An economist famous for his often inscrutable style of communication, known as “Greenspeak,” Greenspan served as Fed chief from 1987 to 2006, a mostly prosperous era for the U.S. He was also the chief economist for President Gerald Ford.

But the 2008 financial crisis tarnished his reputation as critics highlighted the Fed’s failure to rein in irresponsible mortgage-lending practices and risky financial products in the lead-up to the collapse. In October 2008, Greenspan testified before Congress that he had been “partially wrong” in his push for deregulation.

“Those of us who have looked to the self-interest of lending institutions to protect shareholders’ equity, myself especially, are in a state of shocked disbelief,” said Greenspan, a conservative acolyte of philosopher Ayn Rand, a leading advocate of free-market capitalism.

“I’d been going for 40 years or so with considerable evidence that it was working exceptionally well,” he added.

Mitchell, in her statement, said Greenspan was “a giant of a man who helped shape the U.S. economy for decades under presidents of both parties, but was always honest in acknowledging his mistakes.”

Greenspan was born on March 6, 1926, in New York City. He attended Juilliard School, where he played clarinet and saxophone, but ultimately decided to pursue a career in economics. After getting a Ph.D. from New York University, he worked on Wall Street and then spent roughly 30 years in economic consulting. During that time, he worked as a domestic policy adviser to Richard Nixon’s 1968 presidential campaign and as chairman of the Council of Economic Advisers under Ford.
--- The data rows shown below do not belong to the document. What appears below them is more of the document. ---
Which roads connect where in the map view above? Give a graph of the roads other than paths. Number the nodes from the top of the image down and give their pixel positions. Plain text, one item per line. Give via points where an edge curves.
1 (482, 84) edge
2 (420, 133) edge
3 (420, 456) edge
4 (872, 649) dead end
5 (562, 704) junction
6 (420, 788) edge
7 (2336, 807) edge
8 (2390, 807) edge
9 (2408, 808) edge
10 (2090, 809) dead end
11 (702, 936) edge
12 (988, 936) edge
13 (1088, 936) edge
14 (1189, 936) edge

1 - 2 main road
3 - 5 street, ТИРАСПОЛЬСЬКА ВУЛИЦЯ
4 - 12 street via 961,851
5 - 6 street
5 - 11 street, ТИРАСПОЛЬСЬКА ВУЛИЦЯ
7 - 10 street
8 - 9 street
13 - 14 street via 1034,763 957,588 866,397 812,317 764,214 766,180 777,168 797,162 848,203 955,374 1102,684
He became head of the Fed in 1987, after which he steered the economy through a number of crises, including the stock market crash the year he took office, as well as the burst of the dot-com bubble.
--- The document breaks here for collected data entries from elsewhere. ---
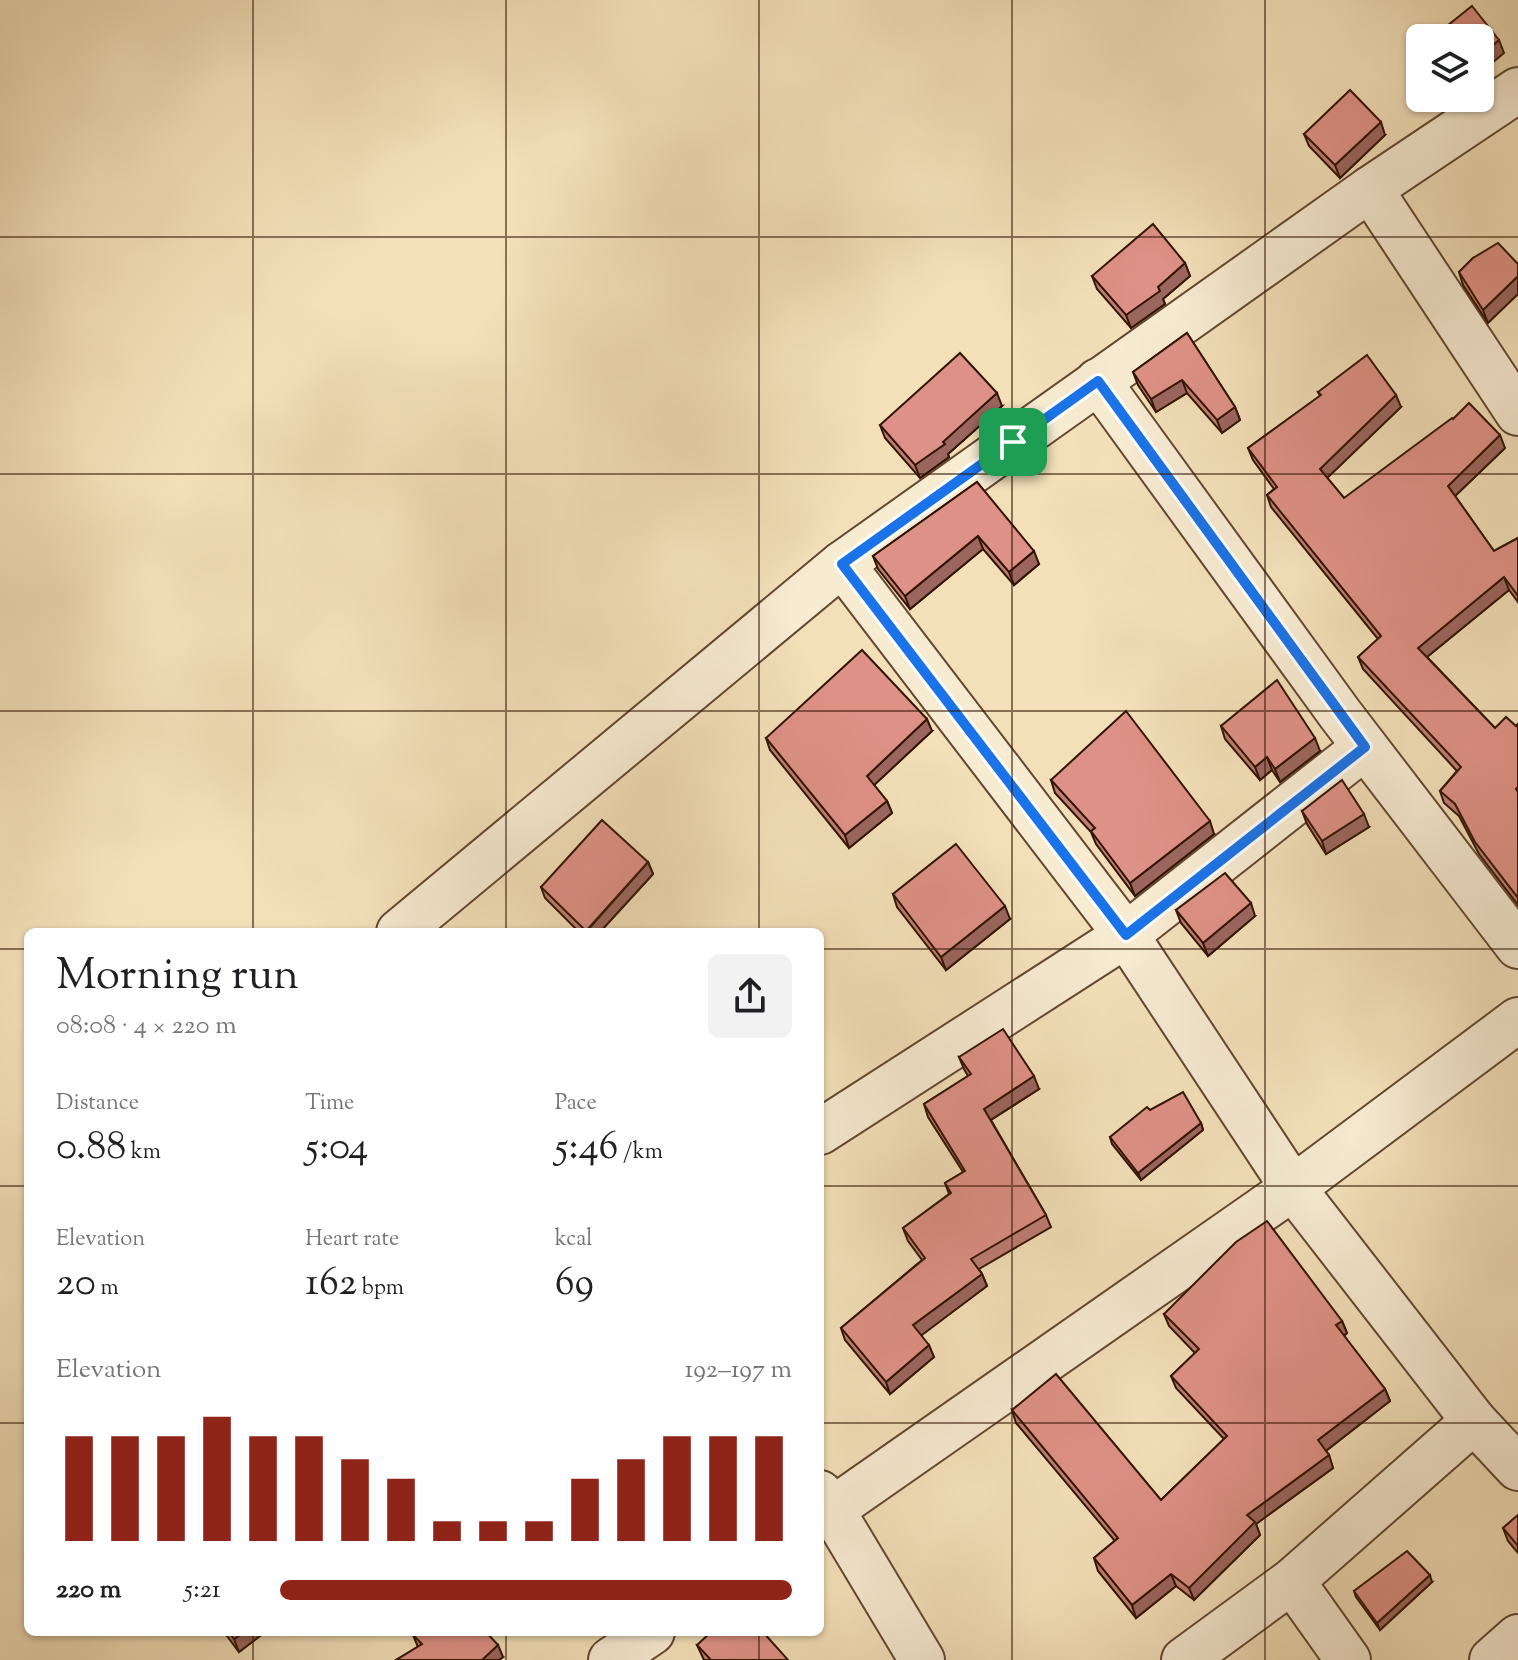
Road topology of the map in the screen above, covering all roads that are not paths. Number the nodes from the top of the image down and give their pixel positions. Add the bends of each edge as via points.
1 (1518, 90) edge
2 (1370, 189) junction
3 (1098, 381) junction
4 (1518, 413) edge
5 (842, 564) junction
6 (1365, 747) junction
7 (409, 928) edge
8 (1126, 935) junction
9 (1518, 946) edge
10 (1518, 1020) edge
11 (824, 1129) edge
12 (1293, 1188) junction
13 (1474, 1421) junction
14 (1518, 1468) edge
15 (824, 1507) edge
16 (1292, 1581) junction
17 (646, 1636) edge
18 (1518, 1637) edge
19 (611, 1660) edge
20 (922, 1660) edge
21 (1184, 1660) edge
22 (1348, 1660) edge
23 (1492, 1660) edge

1 - 2 street
2 - 3 street
2 - 4 street
3 - 5 street
3 - 6 street
5 - 7 street
5 - 8 street
6 - 8 street
6 - 9 street
8 - 11 street
8 - 12 street
10 - 12 street
12 - 13 street
12 - 15 street
13 - 14 street
13 - 16 street
15 - 20 street
16 - 21 street
16 - 22 street
17 - 19 street
18 - 23 street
Greenspan’s mystique reached almost mythic proportions during the height of his influence, with presidential candidate John McCain in 2007 remarking that he would appoint the former Fed chief to help review the tax code under any circumstance.
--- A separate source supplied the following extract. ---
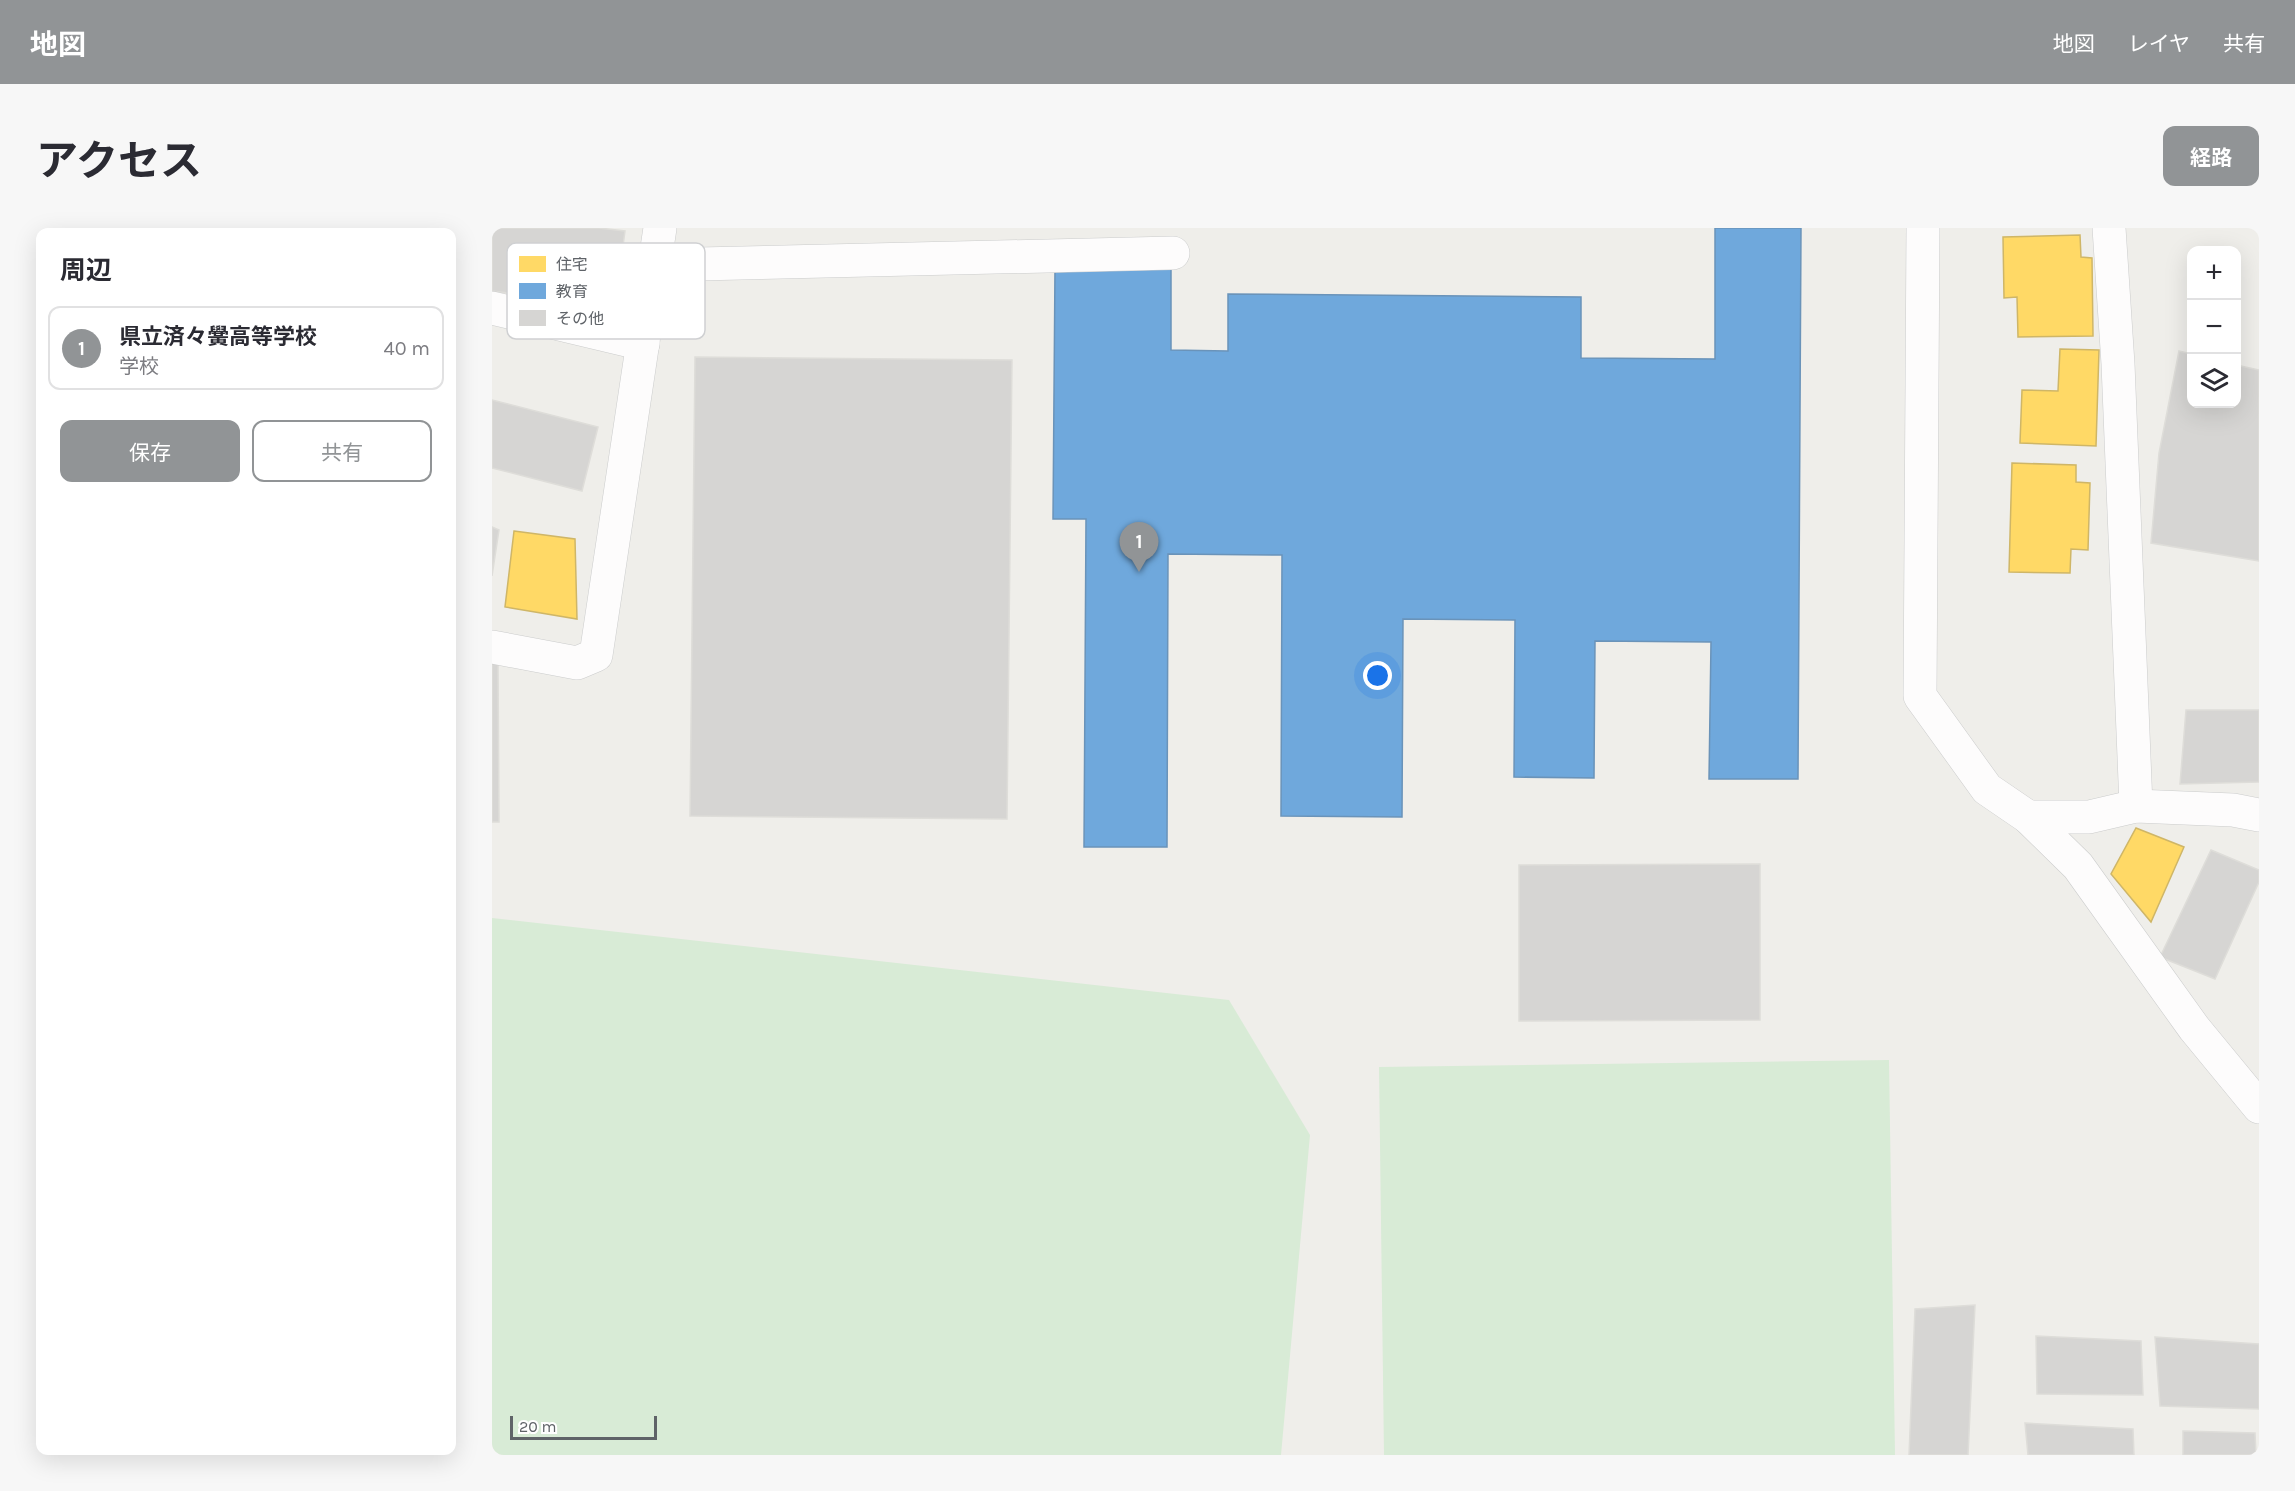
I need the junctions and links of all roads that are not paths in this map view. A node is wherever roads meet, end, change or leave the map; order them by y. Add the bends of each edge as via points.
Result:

“If he’s alive or dead, it doesn’t matter,” McCain joked. “If he's dead, just prop him up and put some dark glasses on him like, like ‘Weekend at Bernie’s.’”

Due to his long tenure and iconic reputation, Greenspan became nearly synonymous with the central bank. His successor, Ben Bernanke, recalled in his book, “The Courage to Act,” when his daughter told a friend that her father was the Fed chair: “The friend, dumbstruck, replied, ‘Your dad is Alan Greenspan?!’”

Despite his penchant for opaque communications, he put the Fed on a path of transparency that steadily increased under each of the central bank chairs who came after him — though new Fed Chair Kevin Warsh has expressed interest in partially reversing that trend.

Following pressure from prominent lawmakers and some apparent press leaks, Greenspan started the practice of immediately announcing the Fed’s policy decisions in 1994. Such announcements, now widely anticipated and routine events, have since become a policy tool in and of themselves by shaping market expectations.

The central bank also began publishing detailed minutes three weeks after policy meetings, as well as full meeting transcripts with a five-year delay.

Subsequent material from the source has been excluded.